The above result is known as the multiplication rule of probability.

Multiplication rule of probability for more than two events
If $A, B$ and $C$ are three events associated with the sample space, then we have

$
\begin{aligned}
P(A \cap B \cap C) & =P(A) P(B \mid A) P(C \mid A \cap B) \\
& =P(A) P(B \mid A) P(C \mid A B)
\end{aligned}
$

Similarly, the multiplication rule of probability can be extended for four or more events.

Independent Events

Two or more events are said to be independent if the occurrence or non-occurrence of any of them does not affect the probability of the occurrence or non-occurrence of other events.
Two events $A$ and $B$ are said to be independent if
1. $P(A \mid B)=P(A)$
2. $P(B \mid A)=P(B)$

A third result can also be obtained for independent events
From the multiplication rule of probability, we have

$
P(A \cap B)=P(A) P(B \mid A)
$
Now if $A$ and $B$ are independent, then $P(B \mid A)=P(B)$, so

$
\text { 3. } P(A \cap B)=P(A) \cdot P(B)
$

To show two events are independent, you must show only one of the above three conditions.
If two events are NOT independent, then we say that they are dependent.

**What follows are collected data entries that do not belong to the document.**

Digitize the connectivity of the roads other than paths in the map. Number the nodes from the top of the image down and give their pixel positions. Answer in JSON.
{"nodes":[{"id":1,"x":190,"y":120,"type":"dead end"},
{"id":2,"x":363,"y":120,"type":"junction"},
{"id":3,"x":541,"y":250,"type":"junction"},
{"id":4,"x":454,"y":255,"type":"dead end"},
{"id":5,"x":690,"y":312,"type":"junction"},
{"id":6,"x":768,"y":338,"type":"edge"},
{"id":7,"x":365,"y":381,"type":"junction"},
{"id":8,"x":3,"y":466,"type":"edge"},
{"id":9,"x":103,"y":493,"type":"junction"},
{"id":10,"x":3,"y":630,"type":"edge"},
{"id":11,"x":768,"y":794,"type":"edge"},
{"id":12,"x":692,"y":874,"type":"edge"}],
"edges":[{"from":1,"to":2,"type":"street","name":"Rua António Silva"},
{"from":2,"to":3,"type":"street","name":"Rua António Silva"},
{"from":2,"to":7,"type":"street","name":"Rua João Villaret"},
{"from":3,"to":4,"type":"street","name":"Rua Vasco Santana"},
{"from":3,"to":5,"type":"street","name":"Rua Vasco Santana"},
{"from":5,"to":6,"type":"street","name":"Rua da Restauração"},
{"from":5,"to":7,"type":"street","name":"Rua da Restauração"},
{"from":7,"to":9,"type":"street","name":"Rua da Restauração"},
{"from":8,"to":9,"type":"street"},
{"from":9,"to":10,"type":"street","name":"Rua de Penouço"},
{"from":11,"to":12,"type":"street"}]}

With and Without replacement

In some questions, like the ones related to picking some object from a bag with different kinds of objects in it, objects may be picked with replacement or without replacement.

With replacement: If each object is replaced in the box after it is picked, then that object has the possibility of being chosen more than once. When sampling is done with replacement, then events are considered to be independent, meaning the result of the first pick will not change the probabilities for the second pick.

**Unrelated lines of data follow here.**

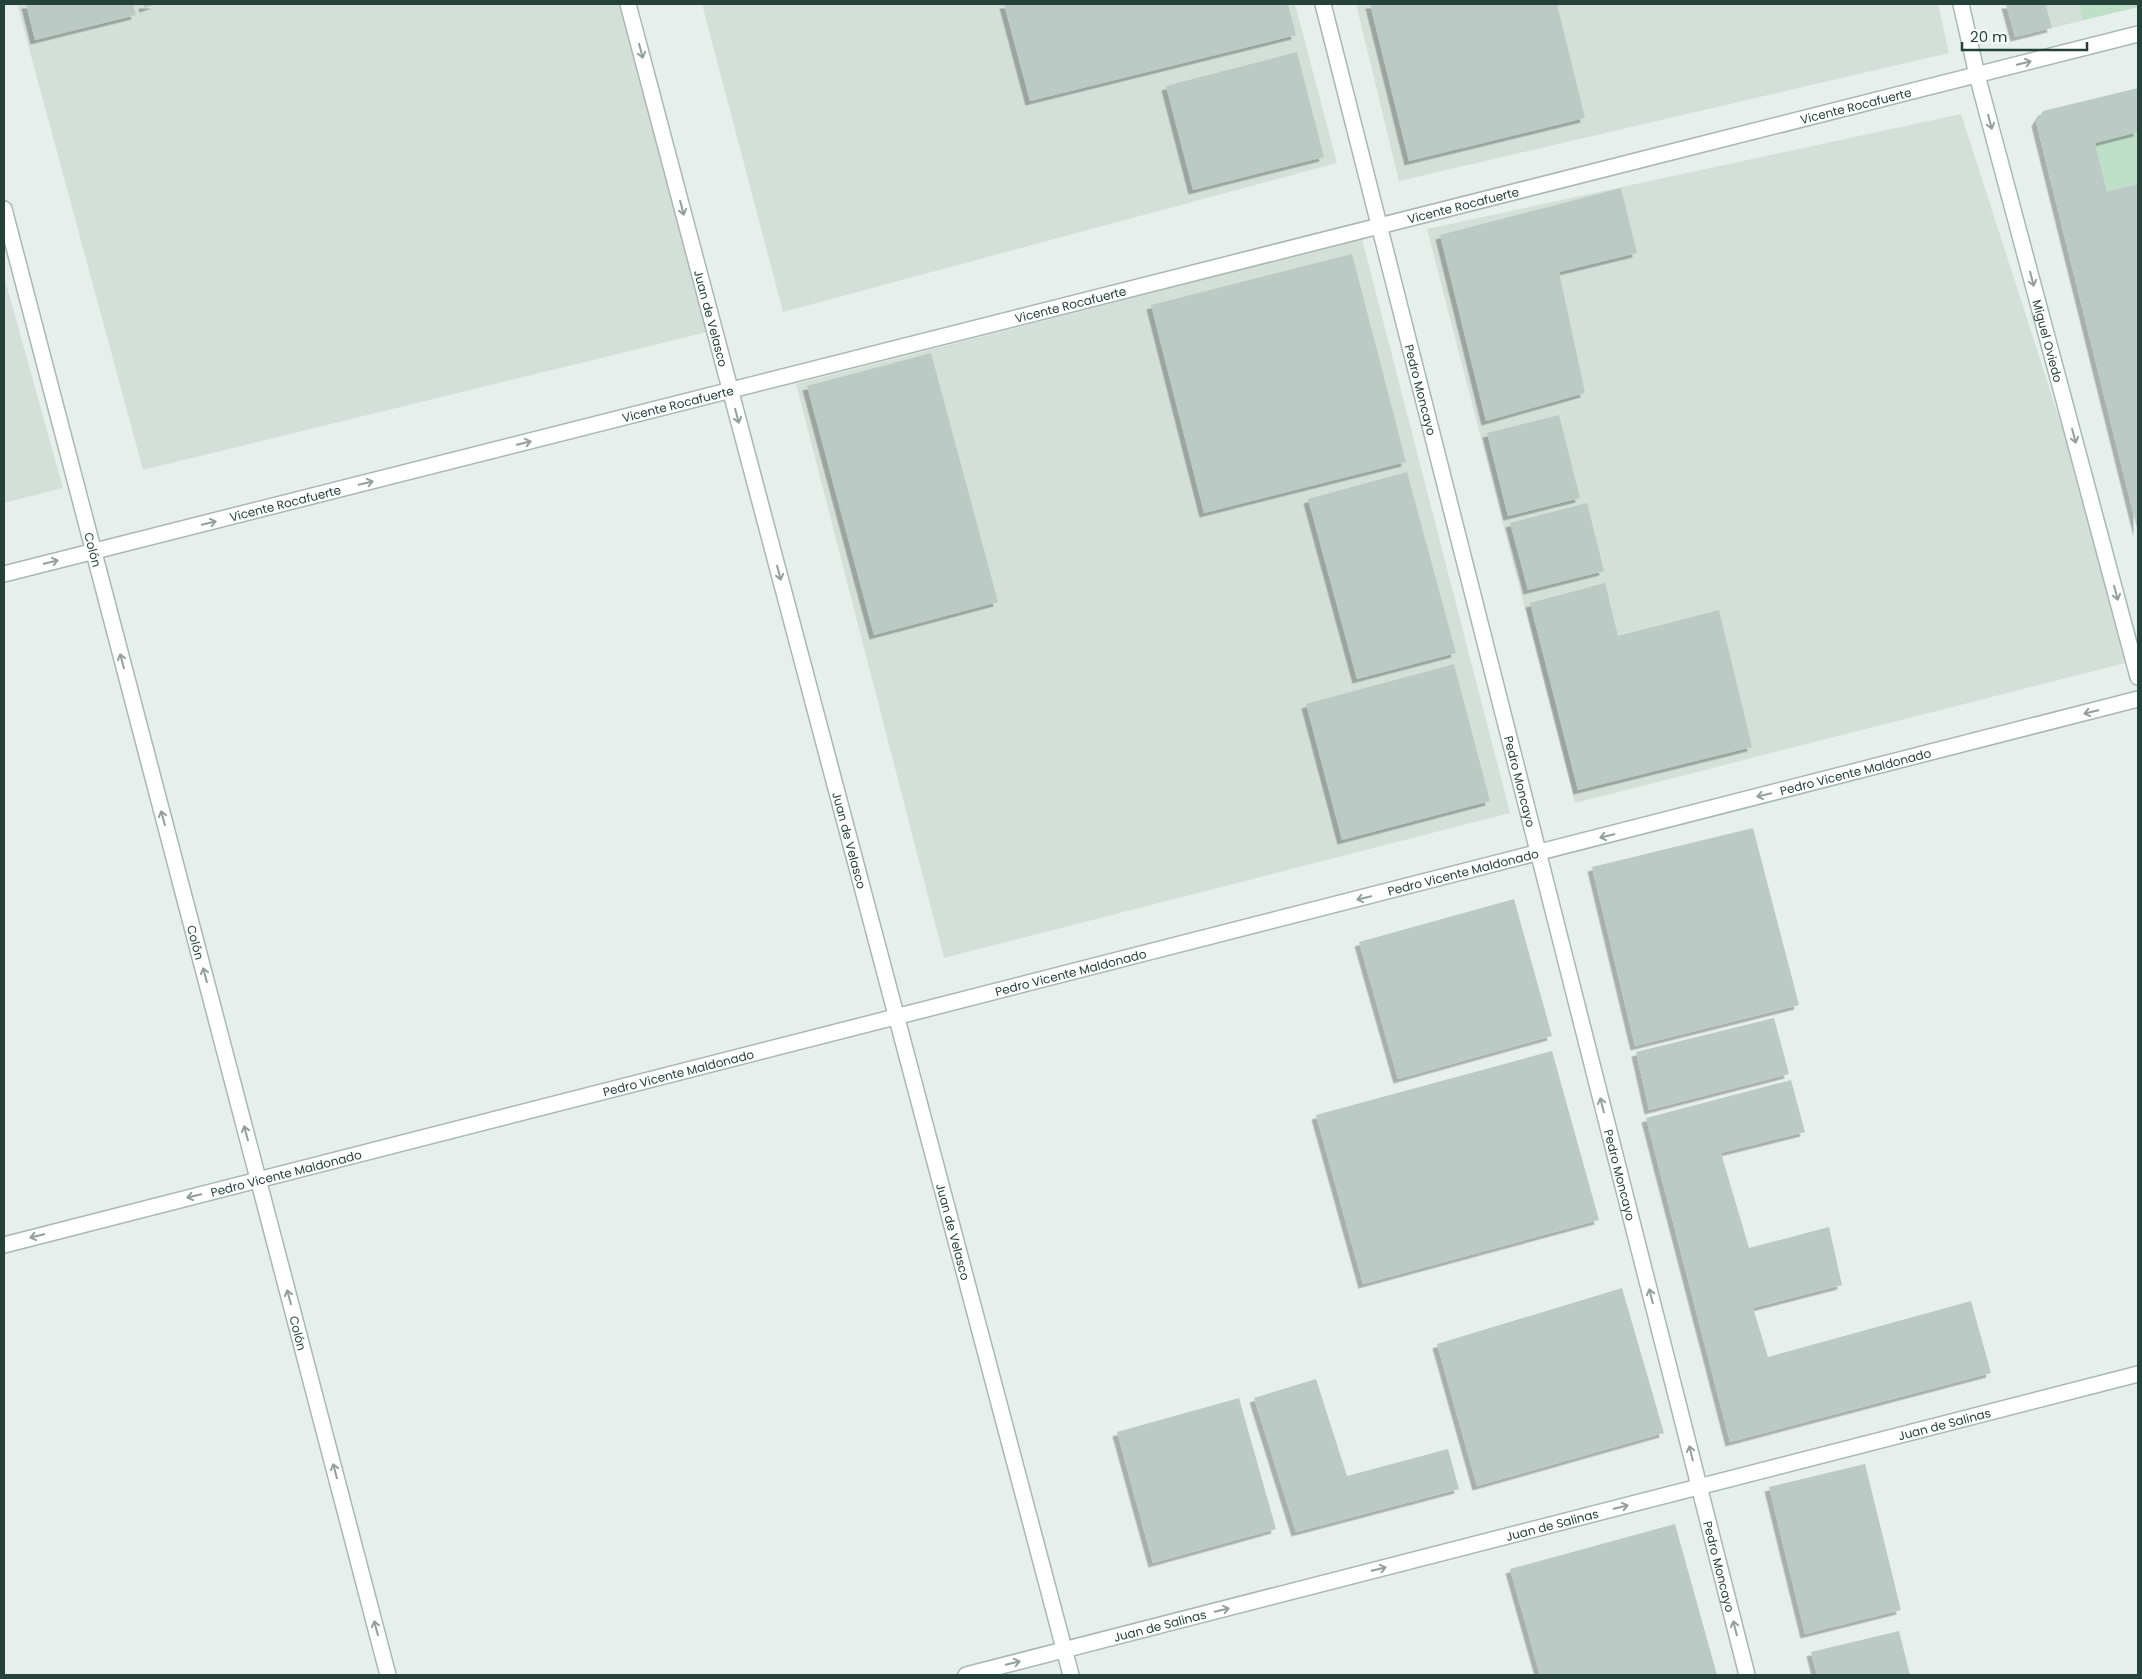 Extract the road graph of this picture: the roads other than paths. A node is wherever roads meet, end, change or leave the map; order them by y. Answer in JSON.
{"nodes":[{"id":1,"x":628,"y":4,"type":"edge"},
{"id":2,"x":1323,"y":4,"type":"edge"},
{"id":3,"x":1961,"y":4,"type":"edge"},
{"id":4,"x":2138,"y":34,"type":"edge"},
{"id":5,"x":1977,"y":75,"type":"junction"},
{"id":6,"x":4,"y":209,"type":"edge"},
{"id":7,"x":1379,"y":226,"type":"junction"},
{"id":8,"x":731,"y":391,"type":"junction"},
{"id":9,"x":93,"y":552,"type":"junction"},
{"id":10,"x":4,"y":574,"type":"edge"},
{"id":11,"x":2138,"y":677,"type":"edge"},
{"id":12,"x":2138,"y":700,"type":"edge"},
{"id":13,"x":1538,"y":853,"type":"junction"},
{"id":14,"x":897,"y":1017,"type":"junction"},
{"id":15,"x":259,"y":1180,"type":"junction"},
{"id":16,"x":4,"y":1245,"type":"edge"},
{"id":17,"x":2138,"y":1374,"type":"edge"},
{"id":18,"x":1699,"y":1487,"type":"junction"},
{"id":19,"x":1064,"y":1650,"type":"junction"},
{"id":20,"x":388,"y":1675,"type":"edge"},
{"id":21,"x":966,"y":1675,"type":"edge"},
{"id":22,"x":1071,"y":1675,"type":"edge"},
{"id":23,"x":1747,"y":1675,"type":"edge"}],
"edges":[{"from":1,"to":8,"type":"street","name":"Juan de Velasco","one_way":true},
{"from":2,"to":7,"type":"street","name":"Pedro Moncayo"},
{"from":3,"to":5,"type":"street","name":"Miguel Oviedo"},
{"from":5,"to":4,"type":"street","name":"Vicente Rocafuerte","one_way":true},
{"from":5,"to":7,"type":"street","name":"Vicente Rocafuerte"},
{"from":5,"to":11,"type":"street","name":"Miguel Oviedo","one_way":true},
{"from":6,"to":9,"type":"street","name":"Colón"},
{"from":7,"to":8,"type":"street","name":"Vicente Rocafuerte"},
{"from":7,"to":13,"type":"street","name":"Pedro Moncayo"},
{"from":9,"to":8,"type":"street","name":"Vicente Rocafuerte","one_way":true},
{"from":8,"to":14,"type":"street","name":"Juan de Velasco","one_way":true},
{"from":10,"to":9,"type":"street","name":"Vicente Rocafuerte","one_way":true},
{"from":15,"to":9,"type":"street","name":"Colón","one_way":true},
{"from":12,"to":13,"type":"street","name":"Pedro Vicente Maldonado","one_way":true},
{"from":13,"to":14,"type":"street","name":"Pedro Vicente Maldonado","one_way":true},
{"from":18,"to":13,"type":"street","name":"Pedro Moncayo","one_way":true},
{"from":14,"to":15,"type":"street","name":"Pedro Vicente Maldonado"},
{"from":14,"to":19,"type":"street","name":"Juan de Velasco"},
{"from":15,"to":16,"type":"street","name":"Pedro Vicente Maldonado","one_way":true},
{"from":20,"to":15,"type":"street","name":"Colón","one_way":true},
{"from":17,"to":18,"type":"street","name":"Juan de Salinas"},
{"from":19,"to":18,"type":"street","name":"Juan de Salinas","one_way":true},
{"from":23,"to":18,"type":"street","name":"Pedro Moncayo","one_way":true},
{"from":21,"to":19,"type":"street","name":"Juan de Salinas","one_way":true},
{"from":19,"to":22,"type":"street","name":"Juan de Velasco"}]}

Without replacement: When sampling is done without replacement, then probabilities for the second pick are affected by the result of the first pick. The events are considered to be dependent or independent.

Difference between Independent events and Mutually Exclusive events

$A$ and $B$ are mutually exclusive events if they cannot occur at the same time. So, if $A$ occurred, then $B$ cannot occur and vice versa. This means that $A$ and $B$ do not share any outcomes and $P(A \cap B)=0$. Also, $P(A / B)=0$ and $P(B / A)=0$.

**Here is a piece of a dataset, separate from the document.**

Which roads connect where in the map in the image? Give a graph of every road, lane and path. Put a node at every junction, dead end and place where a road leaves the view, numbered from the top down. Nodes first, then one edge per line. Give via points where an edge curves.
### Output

But in case of independent events $A$ and $B, P(A / B)=P(A)$ [and not 0 as in case of mutually exclusive events], and $P(B / A)=P(B)$ [not 0]

Three Independent Events

Three events A, B and C are said to be mutually independent if

$
\begin{aligned}
& P(A \cap B)=P(A) \cdot P(B) \\
& P(A \cap C)=P(A) \cdot P(C) \\
& P(B \cap C)=P(B) \cdot P(C) \\
& P(A \cap B \cap C)=P(A) \cdot P(B) \cdot P(C)
\end{aligned}
$

and

If at least one of the above is not true for three given events, we say that the events are not independent.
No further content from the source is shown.